THE PROBLEM:
If a line below includes the string "Strada", copy it.

Dataset entries:
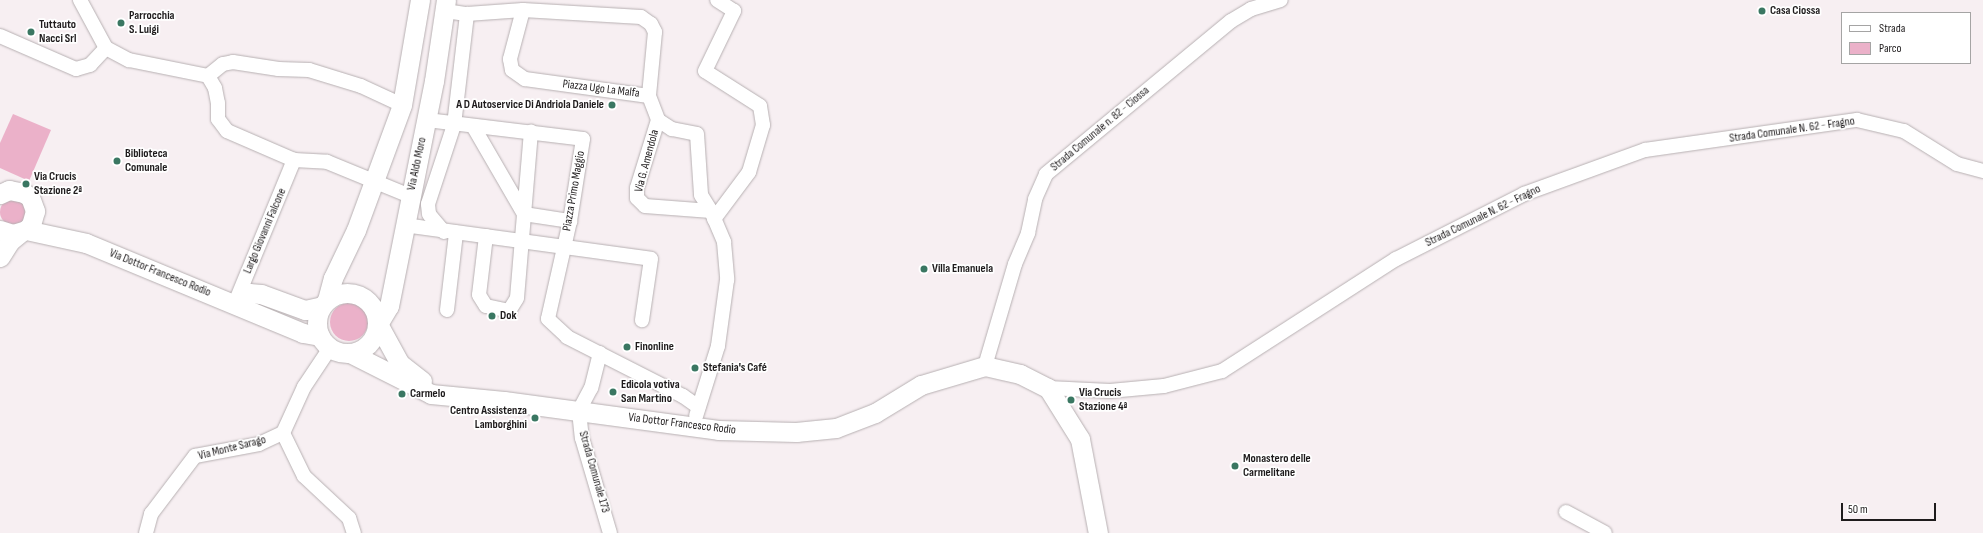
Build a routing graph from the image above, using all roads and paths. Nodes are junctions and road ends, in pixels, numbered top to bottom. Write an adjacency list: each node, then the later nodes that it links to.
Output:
1 (80, 0): 9 (street)
2 (420, 0): 12 (main road)
3 (717, 0): 25 (street)
4 (1281, 0): 44 (street, Strada Comunale n. 82 - Ciossa)
5 (446, 5): 7 (street, Piazza Ugo La Malfa); 13 (main road, Via Aldo Moro)
6 (523, 10): 7 (street, Piazza Ugo La Malfa); 11 (street, Piazza Ugo La Malfa); 11 (street, Piazza Ugo La Malfa)
7 (467, 14): 15 (street)
8 (0, 36): 9 (street)
9 (106, 48): 10 (street)
10 (208, 76): 12 (street); 18 (street)
11 (649, 96): 14 (street)
12 (402, 105): 20 (main road)
13 (427, 120): 15 (street, Piazza Primo Maggio); 22 (main road, Via Aldo Moro)
14 (658, 120): 25 (street, Via G. Amendola); 25 (street, Via G. Amendola)
15 (454, 125): 16 (street, Piazza Primo Maggio); 30 (street)
16 (473, 126): 17 (street, Piazza Primo Maggio); 24 (street)
17 (531, 132): 24 (street); 26 (street, Piazza Primo Maggio)
18 (294, 160): 20 (street); 36 (street, Largo Giovanni Falcone)
19 (1983, 171): 45 (street, Strada Comunale N. 62 - Fragno)
20 (374, 181): 22 (street); 37 (main road)
21 (0, 194): 23 (main road, Via Dottor Francesco Rodio)
22 (410, 196): 27 (main road, Via Aldo Moro)
23 (34, 204): 29 (main road); 33 (main road, Via Dottor Francesco Rodio)
24 (524, 214): 26 (street); 32 (street)
25 (713, 215): 47 (street, Via G. Amendola)
26 (570, 221): 34 (street, Piazza Primo Maggio)
27 (404, 225): 30 (street, Piazza Primo Maggio); 40 (main road, Via Aldo Moro)
28 (0, 230): 29 (main road, Via Dottor Francesco Rodio)
29 (23, 232): 33 (main road, Via Dottor Francesco Rodio); 35 (main road)
30 (450, 233): 31 (street, Piazza Primo Maggio); 38 (street)
31 (486, 236): 32 (street, Piazza Primo Maggio); 32 (street)
32 (521, 241): 34 (street, Piazza Primo Maggio)
33 (86, 243): 36 (main road, Via Dottor Francesco Rodio)
34 (564, 246): 39 (street, Piazza Primo Maggio); 43 (street, Piazza Primo Maggio)
35 (0, 257)
36 (235, 303): 37 (main road, Via Dottor Francesco Rodio); 41 (main road, Via Dottor Francesco Rodio)
37 (324, 303): 40 (main road, Via Dottor Francesco Rodio); 41 (main road)
38 (447, 310)
39 (642, 320)
40 (378, 324): 42 (main road); 46 (main road, Via Dottor Francesco Rodio)
41 (325, 342): 42 (main road, Via Dottor Francesco Rodio); 50 (street)
42 (350, 353): 46 (main road, Via Dottor Francesco Rodio)
43 (600, 353): 47 (street, Piazza Primo Maggio); 48 (street)
44 (985, 366): 45 (main road, Via Dottor Francesco Rodio); 49 (main road, Via Dottor Francesco Rodio)
45 (1048, 388): 55 (main road)
46 (455, 397): 48 (main road, Via Dottor Francesco Rodio)
47 (698, 407): 49 (street, Via G. Amendola)
48 (579, 411): 49 (main road, Via Dottor Francesco Rodio); 54 (street, Strada Comunale 173)
49 (692, 426)
50 (283, 433): 52 (street, Via Monte Sarago); 53 (street)
51 (1566, 512): 56 (street)
52 (146, 533)
53 (354, 533)
54 (610, 533)
55 (1098, 533)
56 (1605, 533)

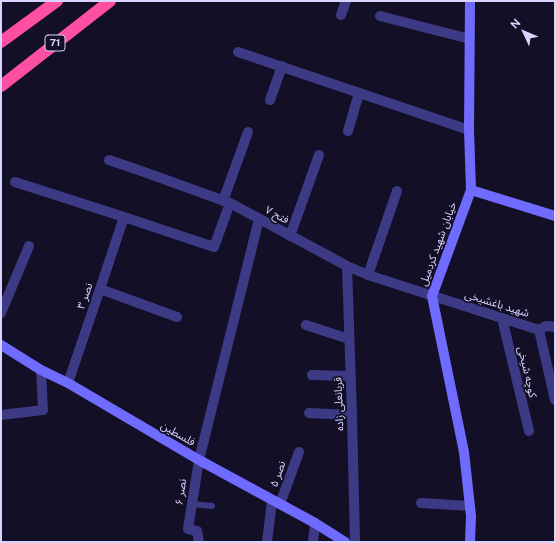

TASK RESPONSE:
4 (1281, 0): 44 (street, Strada Comunale n. 82 - Ciossa)
19 (1983, 171): 45 (street, Strada Comunale N. 62 - Fragno)
48 (579, 411): 49 (main road, Via Dottor Francesco Rodio); 54 (street, Strada Comunale 173)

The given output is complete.